In the early 20th century, Gestalt psychology developed a field theory of visual perception (cf. Koffka 1935; Köhler 1947). Whereas some of the assumptions of early Gestalt psychology were built on poor understandings of the physiology of the brain (Piaget 1971, p.55), the structural form of those theories has shown to be very productive in the arts and social sciences. Artists have explored the ‘phenomenological vectors’ that create force fields between works and viewers (Weibel 2007). Participatory and interactive work by artists such as Gianni Colombo or Rafael Jesus-Soto drew on Gestalt principles while proposing a role for artists as agents of change (Brett 2000). Exactly because that type of inquiry has been discontinued, we will re-engage with Gestalt ideas about structure, form and perception and examine to what extent they are supported by current neuroscience.

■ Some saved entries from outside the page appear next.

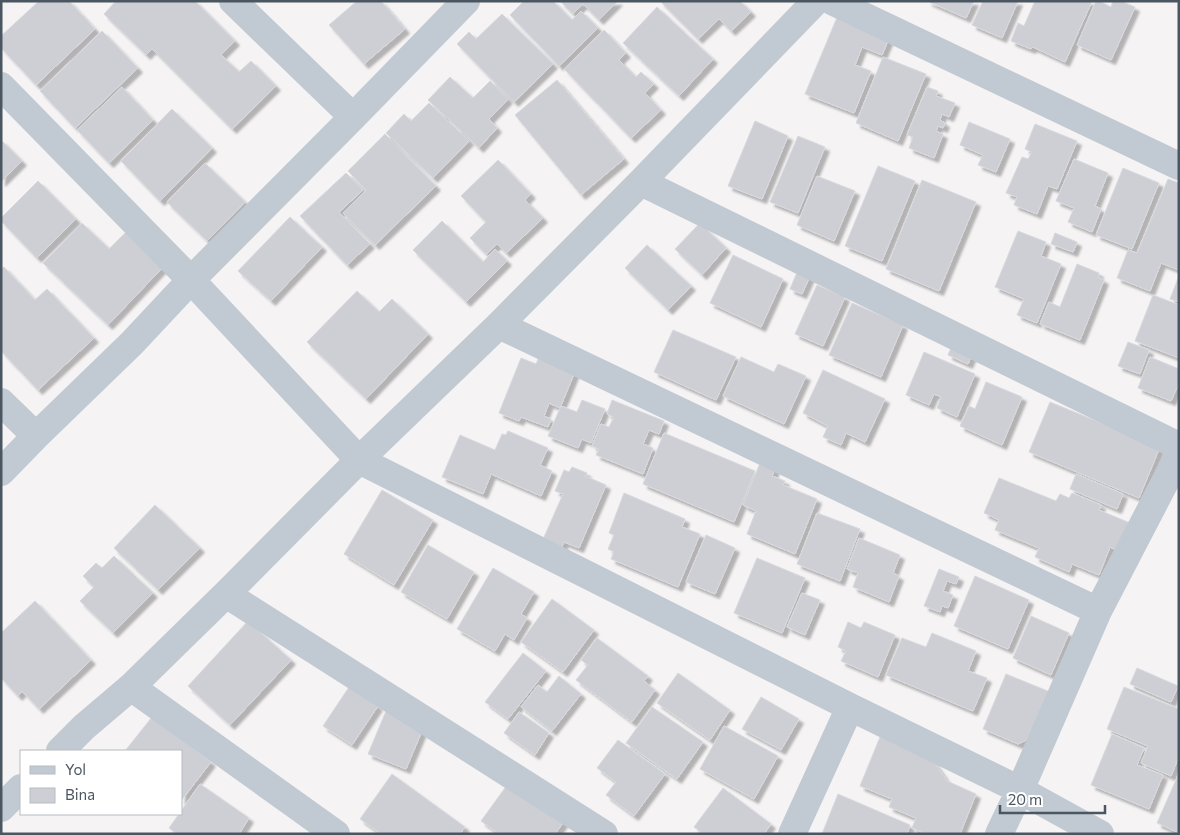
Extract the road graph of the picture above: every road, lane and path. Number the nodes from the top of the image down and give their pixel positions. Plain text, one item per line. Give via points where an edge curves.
1 (233, 1) edge
2 (466, 1) edge
3 (816, 1) edge
4 (832, 1) edge
5 (1, 86) edge
6 (353, 118) junction
7 (1179, 166) edge
8 (641, 182) junction
9 (191, 280) junction
10 (499, 325) junction
11 (1, 402) edge
12 (36, 436) junction
13 (1179, 446) edge
14 (1179, 455) edge
15 (359, 460) junction
16 (1, 472) edge
17 (226, 594) junction
18 (1098, 610) junction
19 (131, 687) junction
20 (850, 706) junction
21 (61, 750) edge
22 (20, 789) edge
23 (1020, 790) junction
24 (1, 808) edge
25 (336, 834) edge
26 (604, 834) edge
27 (792, 834) edge
28 (999, 834) edge
29 (1100, 834) edge

1 - 6 street
2 - 6 street
3 - 8 street
4 - 7 street
5 - 9 street
6 - 9 street
8 - 10 street
8 - 13 street
9 - 12 street via 132,343
9 - 15 street
10 - 15 street
10 - 18 street
11 - 12 street
12 - 16 street
14 - 18 street
15 - 17 street
15 - 20 street
17 - 19 street
17 - 26 street
18 - 23 street
19 - 21 street
19 - 25 street
20 - 23 street
20 - 27 street
22 - 24 street
23 - 28 street
23 - 29 street

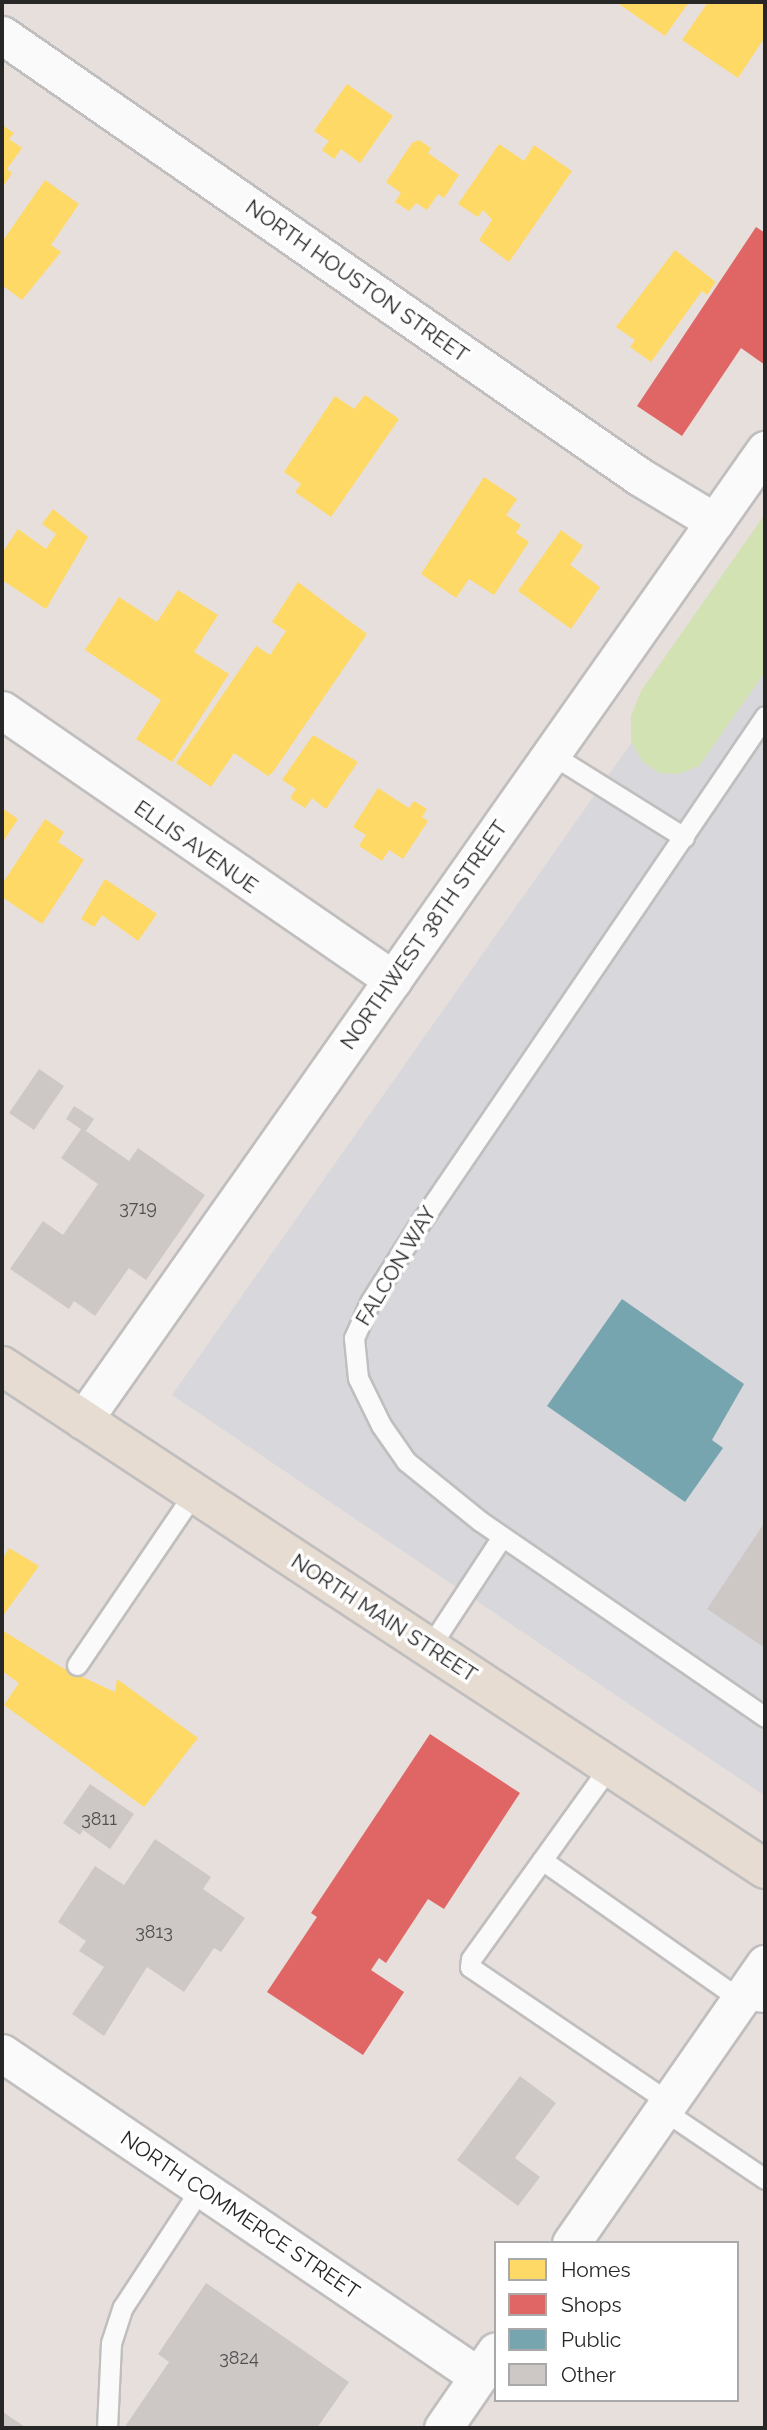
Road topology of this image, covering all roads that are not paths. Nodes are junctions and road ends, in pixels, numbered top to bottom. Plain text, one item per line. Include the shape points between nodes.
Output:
1 (2, 35) edge
2 (765, 450) edge
3 (715, 522) junction
4 (2, 710) edge
5 (765, 716) edge
6 (551, 754) junction
7 (684, 837) junction
8 (393, 980) junction
9 (2, 1366) edge
10 (83, 1420) junction
11 (194, 1493) junction
12 (502, 1537) junction
13 (429, 1648) junction
14 (76, 1665) dead end
15 (765, 1717) edge
16 (609, 1767) junction
17 (542, 1860) junction
18 (765, 1869) edge
19 (765, 1964) edge
20 (753, 2001) edge
21 (2, 2053) edge
22 (666, 2106) junction
23 (765, 2179) edge
24 (201, 2188) junction
25 (572, 2241) edge
26 (487, 2364) edge
27 (107, 2428) edge
28 (443, 2428) edge

1 - 3 street, NORTH HOUSTON STREET via 640,477
2 - 3 street, NORTHWEST 38TH STREET
3 - 6 street, NORTHWEST 38TH STREET
4 - 8 street, ELLIS AVENUE
5 - 7 lane, FALCON WAY
6 - 7 lane
6 - 8 street, NORTHWEST 38TH STREET
7 - 12 lane, FALCON WAY via 420,1223 370,1302 354,1338 358,1378 380,1425 406,1461
8 - 10 street, NORTHWEST 38TH STREET
9 - 10 main road, NORTH MAIN STREET
10 - 11 main road, NORTH MAIN STREET
11 - 13 main road, NORTH MAIN STREET
11 - 14 lane
12 - 13 lane
12 - 15 lane, FALCON WAY
13 - 16 main road, NORTH MAIN STREET
16 - 17 lane
16 - 18 main road, NORTH MAIN STREET
17 - 20 lane
17 - 22 lane via 471,1959 470,1967
19 - 20 street
20 - 22 street
21 - 24 street, NORTH COMMERCE STREET
22 - 23 lane
22 - 25 street
24 - 26 street, NORTH COMMERCE STREET
24 - 27 lane via 123,2307 111,2343
26 - 28 street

Kurt Lewin combined influences of Gestalt psychology and Maxwell’s theory of electromagnetic fields to create psychological and social field theory (Lewin 1951). His ideas, together with those of Jacob Levy Moreno, became influential for social network analysis (Scott & Carrington 2011), which also underpins the new field of network science (cf. Barabási 2002). Social network analysis has become a very controversial field because of the practices of state and private actors who collect and data-mine large sets of data on citizens. It is thus a good example of how in the proposed project hard science inevitably becomes linked with social fields." (http://www.thenextlayer.org/node/1459)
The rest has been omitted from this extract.